(Extracted data entries)
-----

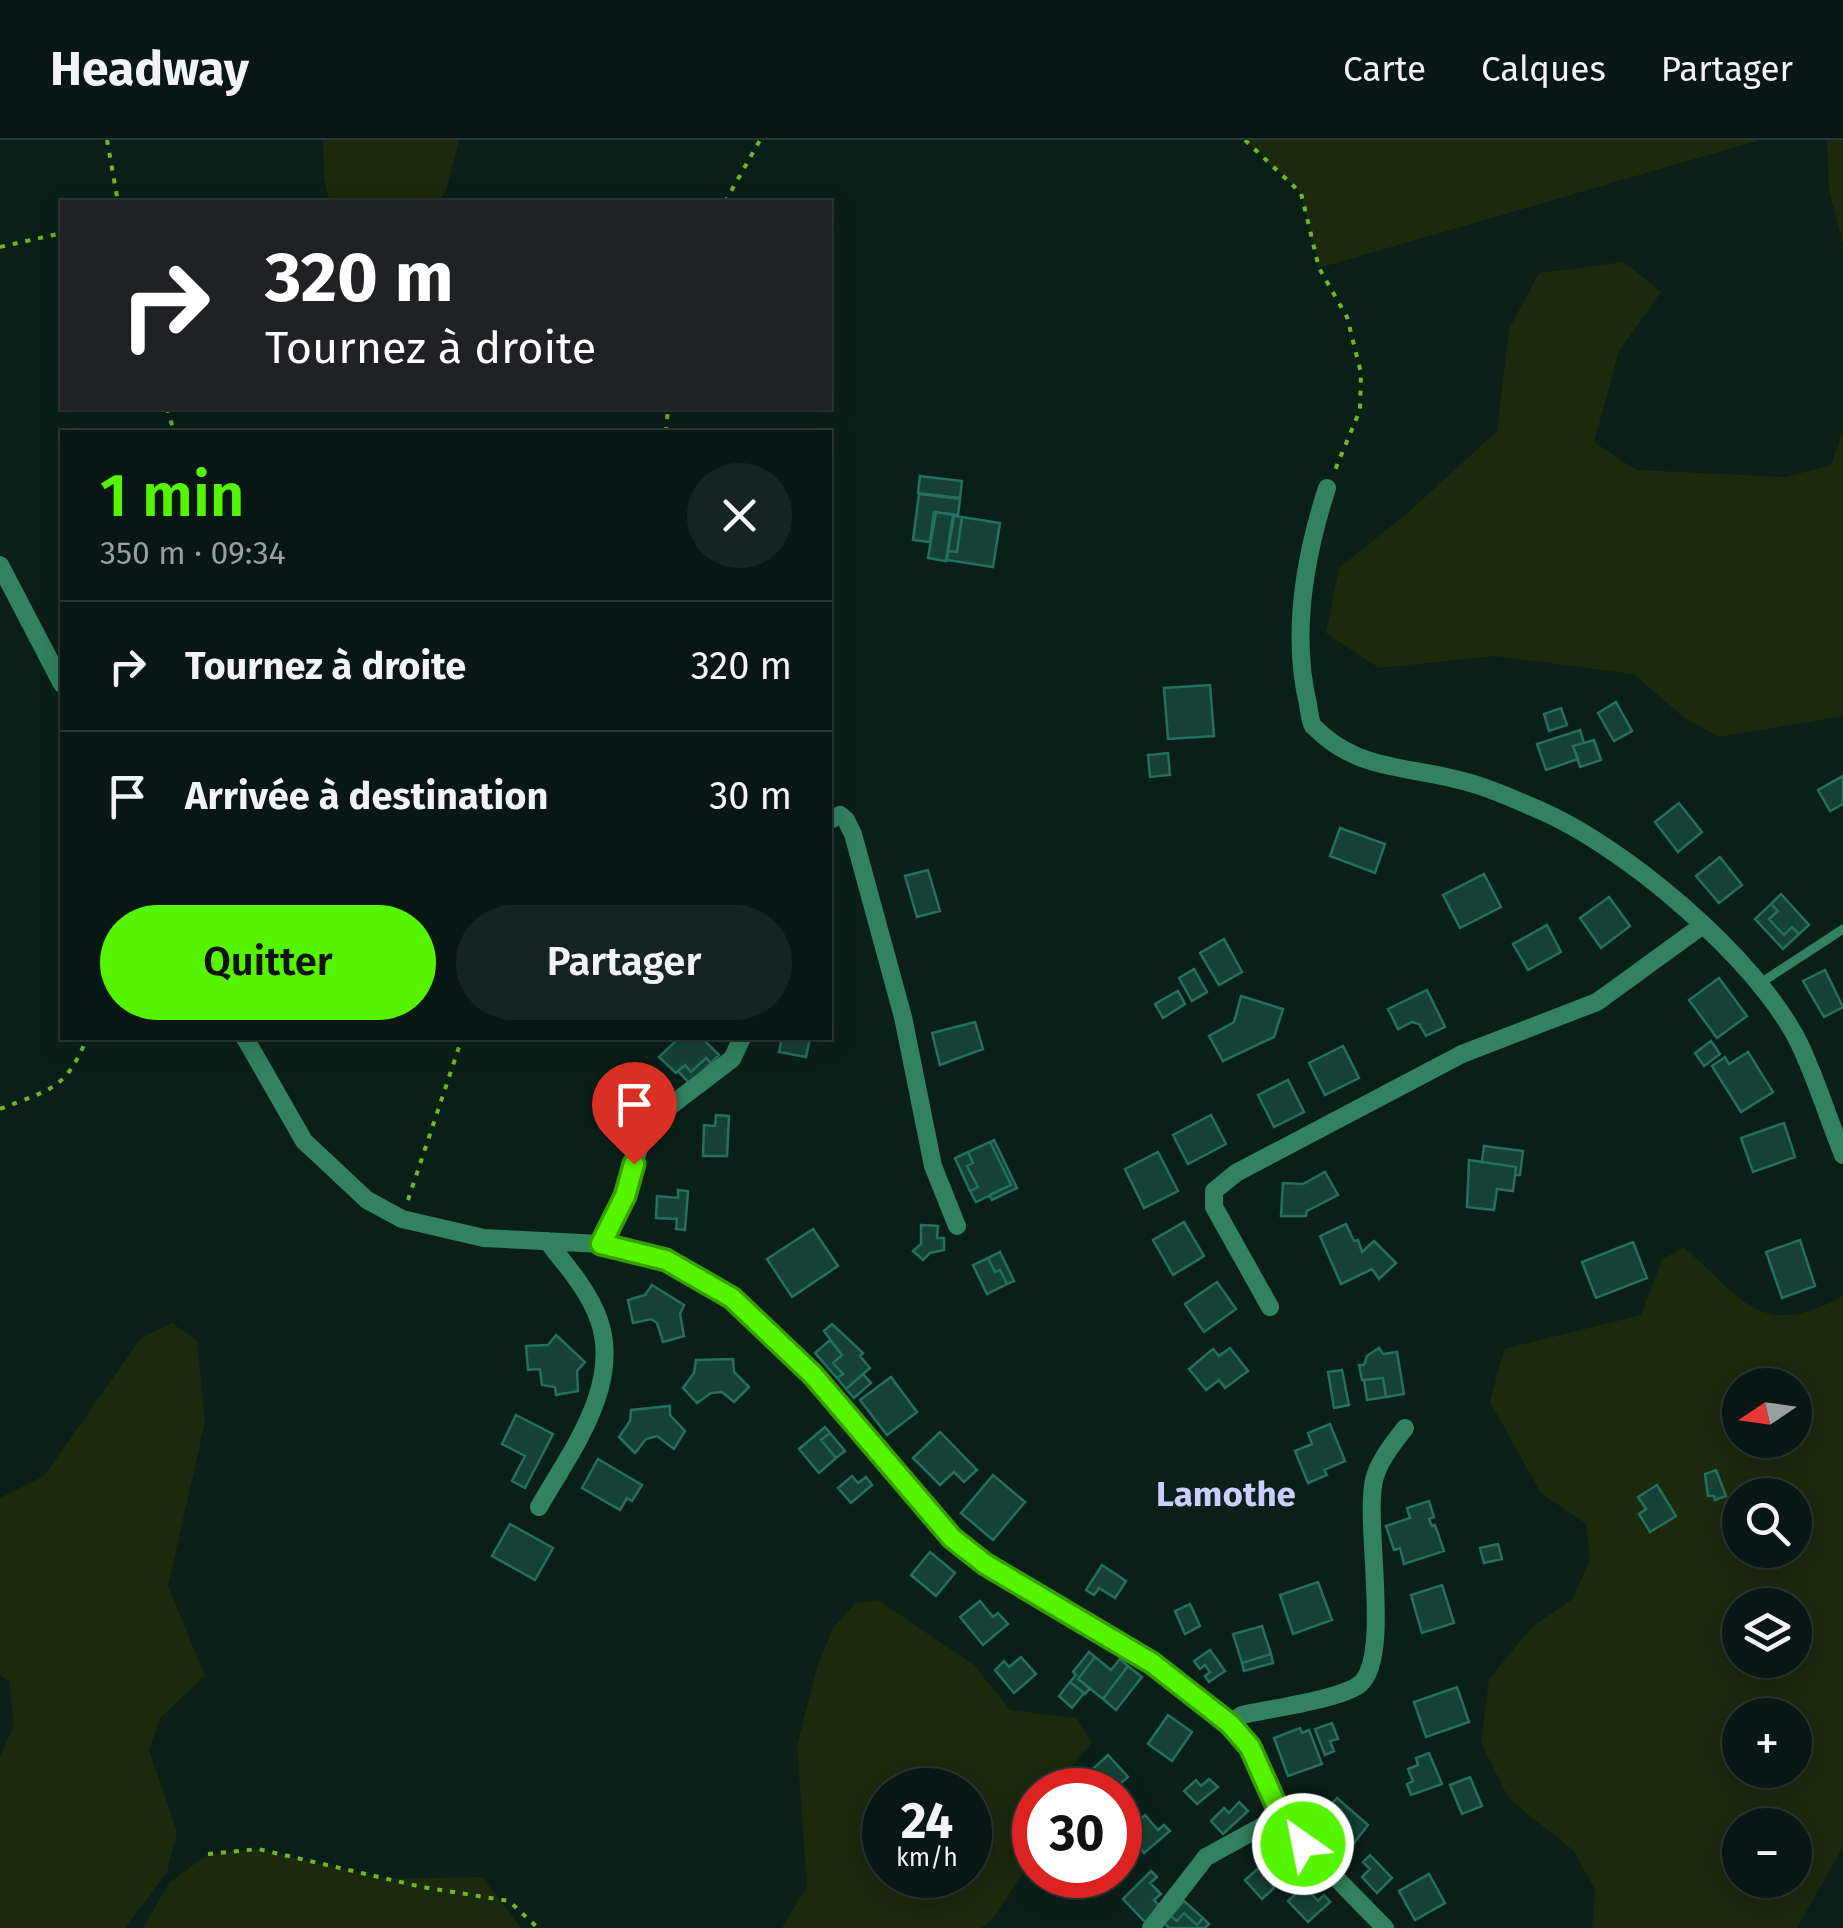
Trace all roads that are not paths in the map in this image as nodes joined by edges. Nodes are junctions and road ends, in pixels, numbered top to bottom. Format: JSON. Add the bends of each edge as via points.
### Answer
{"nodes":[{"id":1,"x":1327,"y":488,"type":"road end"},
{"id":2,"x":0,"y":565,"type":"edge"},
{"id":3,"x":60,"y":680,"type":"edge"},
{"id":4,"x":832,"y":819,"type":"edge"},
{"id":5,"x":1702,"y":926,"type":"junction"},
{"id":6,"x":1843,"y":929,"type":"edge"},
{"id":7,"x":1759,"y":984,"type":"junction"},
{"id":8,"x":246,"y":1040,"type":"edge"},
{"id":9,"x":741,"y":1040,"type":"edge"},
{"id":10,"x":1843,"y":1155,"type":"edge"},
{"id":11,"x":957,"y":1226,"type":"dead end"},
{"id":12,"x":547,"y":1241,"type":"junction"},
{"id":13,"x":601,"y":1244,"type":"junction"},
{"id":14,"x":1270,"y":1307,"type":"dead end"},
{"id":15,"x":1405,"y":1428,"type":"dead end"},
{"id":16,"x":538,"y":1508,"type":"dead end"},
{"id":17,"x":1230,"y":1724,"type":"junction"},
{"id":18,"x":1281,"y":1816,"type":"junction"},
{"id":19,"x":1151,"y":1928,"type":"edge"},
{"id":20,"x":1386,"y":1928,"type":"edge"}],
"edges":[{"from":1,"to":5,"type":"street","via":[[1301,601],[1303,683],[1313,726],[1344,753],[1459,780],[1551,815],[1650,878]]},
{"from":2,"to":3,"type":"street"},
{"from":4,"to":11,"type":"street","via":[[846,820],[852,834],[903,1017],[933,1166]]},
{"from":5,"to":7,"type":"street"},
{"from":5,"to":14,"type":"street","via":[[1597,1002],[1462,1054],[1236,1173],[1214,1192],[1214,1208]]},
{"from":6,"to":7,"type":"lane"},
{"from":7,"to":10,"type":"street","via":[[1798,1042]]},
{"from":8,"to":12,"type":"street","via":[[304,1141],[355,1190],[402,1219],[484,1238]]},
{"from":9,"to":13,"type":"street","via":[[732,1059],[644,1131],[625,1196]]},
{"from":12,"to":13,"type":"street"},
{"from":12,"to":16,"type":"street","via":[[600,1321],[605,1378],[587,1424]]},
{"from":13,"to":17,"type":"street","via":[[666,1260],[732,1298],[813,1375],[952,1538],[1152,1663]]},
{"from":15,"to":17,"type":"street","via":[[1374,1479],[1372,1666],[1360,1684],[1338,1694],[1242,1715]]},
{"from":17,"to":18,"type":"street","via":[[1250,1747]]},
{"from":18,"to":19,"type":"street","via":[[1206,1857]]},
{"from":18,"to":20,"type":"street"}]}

-----

• _The problem_
Leave out the pictures, and write out all the remaining data above exactly.

• _Exercise result_
Trace all roads that are not paths in the map in this image as nodes joined by edges. Nodes are junctions and road ends, in pixels, numbered top to bottom. Format: JSON. Add the bends of each edge as via points.
### Answer
{"nodes":[{"id":1,"x":1327,"y":488,"type":"road end"},
{"id":2,"x":0,"y":565,"type":"edge"},
{"id":3,"x":60,"y":680,"type":"edge"},
{"id":4,"x":832,"y":819,"type":"edge"},
{"id":5,"x":1702,"y":926,"type":"junction"},
{"id":6,"x":1843,"y":929,"type":"edge"},
{"id":7,"x":1759,"y":984,"type":"junction"},
{"id":8,"x":246,"y":1040,"type":"edge"},
{"id":9,"x":741,"y":1040,"type":"edge"},
{"id":10,"x":1843,"y":1155,"type":"edge"},
{"id":11,"x":957,"y":1226,"type":"dead end"},
{"id":12,"x":547,"y":1241,"type":"junction"},
{"id":13,"x":601,"y":1244,"type":"junction"},
{"id":14,"x":1270,"y":1307,"type":"dead end"},
{"id":15,"x":1405,"y":1428,"type":"dead end"},
{"id":16,"x":538,"y":1508,"type":"dead end"},
{"id":17,"x":1230,"y":1724,"type":"junction"},
{"id":18,"x":1281,"y":1816,"type":"junction"},
{"id":19,"x":1151,"y":1928,"type":"edge"},
{"id":20,"x":1386,"y":1928,"type":"edge"}],
"edges":[{"from":1,"to":5,"type":"street","via":[[1301,601],[1303,683],[1313,726],[1344,753],[1459,780],[1551,815],[1650,878]]},
{"from":2,"to":3,"type":"street"},
{"from":4,"to":11,"type":"street","via":[[846,820],[852,834],[903,1017],[933,1166]]},
{"from":5,"to":7,"type":"street"},
{"from":5,"to":14,"type":"street","via":[[1597,1002],[1462,1054],[1236,1173],[1214,1192],[1214,1208]]},
{"from":6,"to":7,"type":"lane"},
{"from":7,"to":10,"type":"street","via":[[1798,1042]]},
{"from":8,"to":12,"type":"street","via":[[304,1141],[355,1190],[402,1219],[484,1238]]},
{"from":9,"to":13,"type":"street","via":[[732,1059],[644,1131],[625,1196]]},
{"from":12,"to":13,"type":"street"},
{"from":12,"to":16,"type":"street","via":[[600,1321],[605,1378],[587,1424]]},
{"from":13,"to":17,"type":"street","via":[[666,1260],[732,1298],[813,1375],[952,1538],[1152,1663]]},
{"from":15,"to":17,"type":"street","via":[[1374,1479],[1372,1666],[1360,1684],[1338,1694],[1242,1715]]},
{"from":17,"to":18,"type":"street","via":[[1250,1747]]},
{"from":18,"to":19,"type":"street","via":[[1206,1857]]},
{"from":18,"to":20,"type":"street"}]}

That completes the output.